[Start of section]

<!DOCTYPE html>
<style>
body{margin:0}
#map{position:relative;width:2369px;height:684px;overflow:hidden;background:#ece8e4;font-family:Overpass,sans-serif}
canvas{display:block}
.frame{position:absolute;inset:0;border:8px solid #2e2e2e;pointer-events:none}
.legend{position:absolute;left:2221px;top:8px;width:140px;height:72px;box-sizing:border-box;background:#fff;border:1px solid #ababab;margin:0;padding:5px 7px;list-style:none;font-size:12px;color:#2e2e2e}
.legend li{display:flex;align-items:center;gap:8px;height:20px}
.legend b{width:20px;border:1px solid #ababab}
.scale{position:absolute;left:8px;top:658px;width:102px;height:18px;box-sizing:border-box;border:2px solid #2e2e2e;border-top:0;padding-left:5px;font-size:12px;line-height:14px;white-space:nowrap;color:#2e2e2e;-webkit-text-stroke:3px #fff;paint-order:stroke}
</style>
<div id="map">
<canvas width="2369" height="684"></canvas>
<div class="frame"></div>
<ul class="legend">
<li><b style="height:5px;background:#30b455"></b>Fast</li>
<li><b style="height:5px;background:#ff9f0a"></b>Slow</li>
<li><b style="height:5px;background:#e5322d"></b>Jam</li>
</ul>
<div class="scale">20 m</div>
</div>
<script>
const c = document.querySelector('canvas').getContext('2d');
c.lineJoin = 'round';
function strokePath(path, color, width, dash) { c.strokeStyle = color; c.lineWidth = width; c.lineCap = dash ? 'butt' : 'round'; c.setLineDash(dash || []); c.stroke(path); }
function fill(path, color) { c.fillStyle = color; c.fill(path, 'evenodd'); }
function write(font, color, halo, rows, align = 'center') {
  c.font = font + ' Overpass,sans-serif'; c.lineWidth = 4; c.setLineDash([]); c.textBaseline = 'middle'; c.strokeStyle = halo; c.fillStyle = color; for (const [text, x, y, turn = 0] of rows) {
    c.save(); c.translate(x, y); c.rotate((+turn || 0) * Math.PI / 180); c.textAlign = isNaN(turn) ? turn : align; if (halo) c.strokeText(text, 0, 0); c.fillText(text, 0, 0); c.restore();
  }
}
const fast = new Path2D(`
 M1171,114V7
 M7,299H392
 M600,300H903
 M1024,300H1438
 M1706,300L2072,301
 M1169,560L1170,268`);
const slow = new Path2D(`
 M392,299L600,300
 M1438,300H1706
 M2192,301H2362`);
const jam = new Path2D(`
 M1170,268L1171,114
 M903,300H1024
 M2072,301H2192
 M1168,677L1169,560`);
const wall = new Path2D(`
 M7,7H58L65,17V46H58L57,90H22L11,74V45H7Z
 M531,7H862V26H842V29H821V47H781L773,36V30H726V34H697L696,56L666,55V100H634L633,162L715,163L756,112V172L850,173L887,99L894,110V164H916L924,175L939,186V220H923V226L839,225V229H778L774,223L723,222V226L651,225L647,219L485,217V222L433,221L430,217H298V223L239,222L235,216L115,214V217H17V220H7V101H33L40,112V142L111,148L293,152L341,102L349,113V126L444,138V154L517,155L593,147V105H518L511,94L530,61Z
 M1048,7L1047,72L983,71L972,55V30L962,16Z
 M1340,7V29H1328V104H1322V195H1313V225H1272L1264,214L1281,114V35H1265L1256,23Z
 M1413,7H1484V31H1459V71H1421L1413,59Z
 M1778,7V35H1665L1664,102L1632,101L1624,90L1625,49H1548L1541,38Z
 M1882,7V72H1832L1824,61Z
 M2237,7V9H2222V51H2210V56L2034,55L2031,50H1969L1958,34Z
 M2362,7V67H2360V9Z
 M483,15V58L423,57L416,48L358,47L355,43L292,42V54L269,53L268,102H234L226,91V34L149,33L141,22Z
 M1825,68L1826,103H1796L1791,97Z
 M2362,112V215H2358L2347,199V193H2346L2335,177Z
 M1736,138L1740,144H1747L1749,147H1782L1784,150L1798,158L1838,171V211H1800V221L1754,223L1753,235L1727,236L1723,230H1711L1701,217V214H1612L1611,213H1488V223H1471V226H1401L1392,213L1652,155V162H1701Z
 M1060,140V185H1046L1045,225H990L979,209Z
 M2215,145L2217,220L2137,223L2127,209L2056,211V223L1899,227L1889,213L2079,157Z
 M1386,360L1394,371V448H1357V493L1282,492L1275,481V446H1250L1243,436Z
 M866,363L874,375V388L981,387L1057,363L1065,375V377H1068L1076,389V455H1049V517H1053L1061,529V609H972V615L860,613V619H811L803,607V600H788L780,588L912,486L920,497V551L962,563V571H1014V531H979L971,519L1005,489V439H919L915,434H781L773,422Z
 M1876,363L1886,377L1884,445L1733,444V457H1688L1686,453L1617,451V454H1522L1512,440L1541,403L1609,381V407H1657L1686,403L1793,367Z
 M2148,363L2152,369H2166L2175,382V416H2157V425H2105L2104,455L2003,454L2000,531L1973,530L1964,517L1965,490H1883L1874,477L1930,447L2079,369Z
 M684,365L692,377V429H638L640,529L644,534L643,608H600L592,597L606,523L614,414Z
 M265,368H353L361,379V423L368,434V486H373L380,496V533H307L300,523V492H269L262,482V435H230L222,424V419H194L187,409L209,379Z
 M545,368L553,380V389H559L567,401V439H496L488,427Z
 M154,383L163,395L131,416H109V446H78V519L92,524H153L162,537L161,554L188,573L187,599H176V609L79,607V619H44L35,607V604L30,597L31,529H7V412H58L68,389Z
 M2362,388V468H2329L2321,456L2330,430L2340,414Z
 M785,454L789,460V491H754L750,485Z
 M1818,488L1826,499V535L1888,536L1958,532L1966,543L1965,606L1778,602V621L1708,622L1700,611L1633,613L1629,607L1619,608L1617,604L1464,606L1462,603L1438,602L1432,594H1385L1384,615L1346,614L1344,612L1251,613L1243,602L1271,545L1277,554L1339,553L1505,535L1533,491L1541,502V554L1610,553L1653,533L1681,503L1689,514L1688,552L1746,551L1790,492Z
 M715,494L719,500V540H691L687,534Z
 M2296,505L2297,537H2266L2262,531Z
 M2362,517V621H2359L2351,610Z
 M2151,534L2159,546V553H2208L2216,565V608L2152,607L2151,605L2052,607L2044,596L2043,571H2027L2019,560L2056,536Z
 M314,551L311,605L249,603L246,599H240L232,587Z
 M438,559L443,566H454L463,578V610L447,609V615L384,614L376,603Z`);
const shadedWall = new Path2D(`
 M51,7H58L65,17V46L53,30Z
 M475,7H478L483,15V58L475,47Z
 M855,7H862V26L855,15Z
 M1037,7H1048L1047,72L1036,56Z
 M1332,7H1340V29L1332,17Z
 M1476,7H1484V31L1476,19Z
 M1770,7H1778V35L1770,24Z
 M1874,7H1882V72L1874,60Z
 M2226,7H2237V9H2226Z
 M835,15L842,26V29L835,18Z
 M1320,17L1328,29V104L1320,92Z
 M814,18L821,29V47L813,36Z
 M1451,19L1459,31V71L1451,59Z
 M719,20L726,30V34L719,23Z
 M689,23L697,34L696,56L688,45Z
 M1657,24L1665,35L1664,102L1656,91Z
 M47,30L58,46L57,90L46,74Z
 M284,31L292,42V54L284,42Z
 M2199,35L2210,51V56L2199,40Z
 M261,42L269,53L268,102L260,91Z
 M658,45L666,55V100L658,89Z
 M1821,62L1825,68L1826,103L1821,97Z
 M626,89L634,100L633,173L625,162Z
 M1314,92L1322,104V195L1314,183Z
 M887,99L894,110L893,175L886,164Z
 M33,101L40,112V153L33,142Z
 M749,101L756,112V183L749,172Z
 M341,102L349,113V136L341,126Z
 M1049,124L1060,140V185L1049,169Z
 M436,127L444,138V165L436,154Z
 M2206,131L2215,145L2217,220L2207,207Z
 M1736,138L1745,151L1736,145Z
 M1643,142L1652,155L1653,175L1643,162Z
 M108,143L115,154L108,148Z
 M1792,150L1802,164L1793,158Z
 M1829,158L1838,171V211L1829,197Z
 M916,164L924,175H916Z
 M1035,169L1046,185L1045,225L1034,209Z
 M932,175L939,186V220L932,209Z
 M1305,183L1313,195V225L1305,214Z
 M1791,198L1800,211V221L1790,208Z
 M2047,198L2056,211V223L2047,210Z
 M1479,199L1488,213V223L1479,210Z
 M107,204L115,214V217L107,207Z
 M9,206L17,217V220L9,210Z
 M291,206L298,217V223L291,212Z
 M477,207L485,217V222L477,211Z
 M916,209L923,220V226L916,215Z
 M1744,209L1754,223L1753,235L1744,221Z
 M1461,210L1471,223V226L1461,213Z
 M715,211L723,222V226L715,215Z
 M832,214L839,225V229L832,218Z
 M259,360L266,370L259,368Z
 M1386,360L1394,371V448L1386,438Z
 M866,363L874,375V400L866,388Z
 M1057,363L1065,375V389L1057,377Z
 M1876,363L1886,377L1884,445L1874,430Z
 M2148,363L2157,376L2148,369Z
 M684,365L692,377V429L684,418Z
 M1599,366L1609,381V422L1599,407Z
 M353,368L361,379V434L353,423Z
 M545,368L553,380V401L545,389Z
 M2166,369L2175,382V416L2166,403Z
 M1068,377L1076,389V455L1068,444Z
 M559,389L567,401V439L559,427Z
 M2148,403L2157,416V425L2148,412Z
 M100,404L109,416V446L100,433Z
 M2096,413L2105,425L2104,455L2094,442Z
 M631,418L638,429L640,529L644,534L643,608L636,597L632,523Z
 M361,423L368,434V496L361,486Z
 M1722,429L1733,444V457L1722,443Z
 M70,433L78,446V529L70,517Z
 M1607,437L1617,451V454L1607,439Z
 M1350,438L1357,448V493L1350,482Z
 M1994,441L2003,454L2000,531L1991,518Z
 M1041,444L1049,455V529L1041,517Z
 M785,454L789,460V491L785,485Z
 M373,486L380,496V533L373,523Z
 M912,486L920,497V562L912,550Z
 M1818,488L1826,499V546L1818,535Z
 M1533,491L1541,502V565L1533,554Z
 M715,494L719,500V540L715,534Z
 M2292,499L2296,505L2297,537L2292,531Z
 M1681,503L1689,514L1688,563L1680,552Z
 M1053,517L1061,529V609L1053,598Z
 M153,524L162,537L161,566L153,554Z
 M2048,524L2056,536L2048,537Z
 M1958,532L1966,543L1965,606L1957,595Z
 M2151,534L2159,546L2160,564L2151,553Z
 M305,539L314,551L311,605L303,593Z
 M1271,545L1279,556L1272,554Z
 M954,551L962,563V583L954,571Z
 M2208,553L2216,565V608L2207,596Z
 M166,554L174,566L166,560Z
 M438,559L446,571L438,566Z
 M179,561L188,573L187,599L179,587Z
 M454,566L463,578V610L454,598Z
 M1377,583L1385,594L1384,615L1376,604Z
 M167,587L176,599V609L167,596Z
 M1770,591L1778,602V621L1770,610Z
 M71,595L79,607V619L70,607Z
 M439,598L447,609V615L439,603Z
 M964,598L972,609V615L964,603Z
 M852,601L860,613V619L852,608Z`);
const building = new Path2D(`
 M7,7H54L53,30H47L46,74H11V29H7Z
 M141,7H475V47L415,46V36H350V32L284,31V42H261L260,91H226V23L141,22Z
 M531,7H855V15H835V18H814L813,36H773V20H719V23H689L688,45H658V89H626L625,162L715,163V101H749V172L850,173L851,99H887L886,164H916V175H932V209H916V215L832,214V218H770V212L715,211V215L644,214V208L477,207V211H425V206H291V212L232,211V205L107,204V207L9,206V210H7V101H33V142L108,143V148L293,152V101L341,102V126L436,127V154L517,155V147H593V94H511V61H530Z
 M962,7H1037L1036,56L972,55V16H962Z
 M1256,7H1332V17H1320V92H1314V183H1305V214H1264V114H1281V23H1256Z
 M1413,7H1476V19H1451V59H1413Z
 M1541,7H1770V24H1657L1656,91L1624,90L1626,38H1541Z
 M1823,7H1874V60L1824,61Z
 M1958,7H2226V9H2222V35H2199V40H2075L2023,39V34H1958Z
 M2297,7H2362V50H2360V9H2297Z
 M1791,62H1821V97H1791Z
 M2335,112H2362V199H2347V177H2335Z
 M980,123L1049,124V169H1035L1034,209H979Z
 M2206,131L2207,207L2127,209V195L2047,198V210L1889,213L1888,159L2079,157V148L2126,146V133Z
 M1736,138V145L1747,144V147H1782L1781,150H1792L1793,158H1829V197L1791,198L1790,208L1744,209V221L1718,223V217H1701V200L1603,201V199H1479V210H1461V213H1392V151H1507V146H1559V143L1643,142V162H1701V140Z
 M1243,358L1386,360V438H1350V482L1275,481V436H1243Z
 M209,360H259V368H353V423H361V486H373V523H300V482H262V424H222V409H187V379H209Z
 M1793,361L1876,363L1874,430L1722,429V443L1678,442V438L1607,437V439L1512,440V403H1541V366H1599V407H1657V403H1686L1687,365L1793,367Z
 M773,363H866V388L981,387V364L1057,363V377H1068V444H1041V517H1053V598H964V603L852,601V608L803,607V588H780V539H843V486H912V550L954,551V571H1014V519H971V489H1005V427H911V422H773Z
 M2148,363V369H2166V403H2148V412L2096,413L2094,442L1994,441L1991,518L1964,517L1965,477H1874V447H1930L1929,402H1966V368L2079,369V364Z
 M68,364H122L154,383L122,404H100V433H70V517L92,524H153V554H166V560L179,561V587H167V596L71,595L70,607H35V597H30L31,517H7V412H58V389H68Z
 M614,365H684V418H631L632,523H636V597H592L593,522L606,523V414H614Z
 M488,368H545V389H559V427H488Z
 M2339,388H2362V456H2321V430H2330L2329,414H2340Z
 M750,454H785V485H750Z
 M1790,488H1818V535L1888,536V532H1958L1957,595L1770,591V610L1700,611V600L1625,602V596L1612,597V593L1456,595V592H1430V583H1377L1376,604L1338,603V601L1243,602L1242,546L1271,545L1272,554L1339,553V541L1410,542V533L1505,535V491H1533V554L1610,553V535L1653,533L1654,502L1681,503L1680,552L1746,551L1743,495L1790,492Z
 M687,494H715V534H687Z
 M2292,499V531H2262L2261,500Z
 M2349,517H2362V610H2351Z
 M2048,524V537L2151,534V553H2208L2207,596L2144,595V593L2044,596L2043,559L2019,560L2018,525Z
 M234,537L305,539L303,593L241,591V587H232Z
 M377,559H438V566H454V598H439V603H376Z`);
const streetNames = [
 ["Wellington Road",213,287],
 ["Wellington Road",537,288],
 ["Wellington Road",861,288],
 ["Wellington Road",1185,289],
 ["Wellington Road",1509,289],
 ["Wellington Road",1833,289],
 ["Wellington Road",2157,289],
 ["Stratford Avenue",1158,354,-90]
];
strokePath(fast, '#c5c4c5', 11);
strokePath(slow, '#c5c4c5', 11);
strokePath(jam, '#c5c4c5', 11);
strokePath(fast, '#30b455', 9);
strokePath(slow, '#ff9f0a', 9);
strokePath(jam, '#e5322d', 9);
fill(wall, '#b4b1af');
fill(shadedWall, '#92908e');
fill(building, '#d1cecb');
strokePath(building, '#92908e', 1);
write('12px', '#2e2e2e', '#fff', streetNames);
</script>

[End of section]

Your task - Please retype the listing word for word, from its first line through the line containing "c.lineJoin = 'round';", and add nothing else.

Exercise response -
<!DOCTYPE html>
<style>
body{margin:0}
#map{position:relative;width:2369px;height:684px;overflow:hidden;background:#ece8e4;font-family:Overpass,sans-serif}
canvas{display:block}
.frame{position:absolute;inset:0;border:8px solid #2e2e2e;pointer-events:none}
.legend{position:absolute;left:2221px;top:8px;width:140px;height:72px;box-sizing:border-box;background:#fff;border:1px solid #ababab;margin:0;padding:5px 7px;list-style:none;font-size:12px;color:#2e2e2e}
.legend li{display:flex;align-items:center;gap:8px;height:20px}
.legend b{width:20px;border:1px solid #ababab}
.scale{position:absolute;left:8px;top:658px;width:102px;height:18px;box-sizing:border-box;border:2px solid #2e2e2e;border-top:0;padding-left:5px;font-size:12px;line-height:14px;white-space:nowrap;color:#2e2e2e;-webkit-text-stroke:3px #fff;paint-order:stroke}
</style>
<div id="map">
<canvas width="2369" height="684"></canvas>
<div class="frame"></div>
<ul class="legend">
<li><b style="height:5px;background:#30b455"></b>Fast</li>
<li><b style="height:5px;background:#ff9f0a"></b>Slow</li>
<li><b style="height:5px;background:#e5322d"></b>Jam</li>
</ul>
<div class="scale">20 m</div>
</div>
<script>
const c = document.querySelector('canvas').getContext('2d');
c.lineJoin = 'round';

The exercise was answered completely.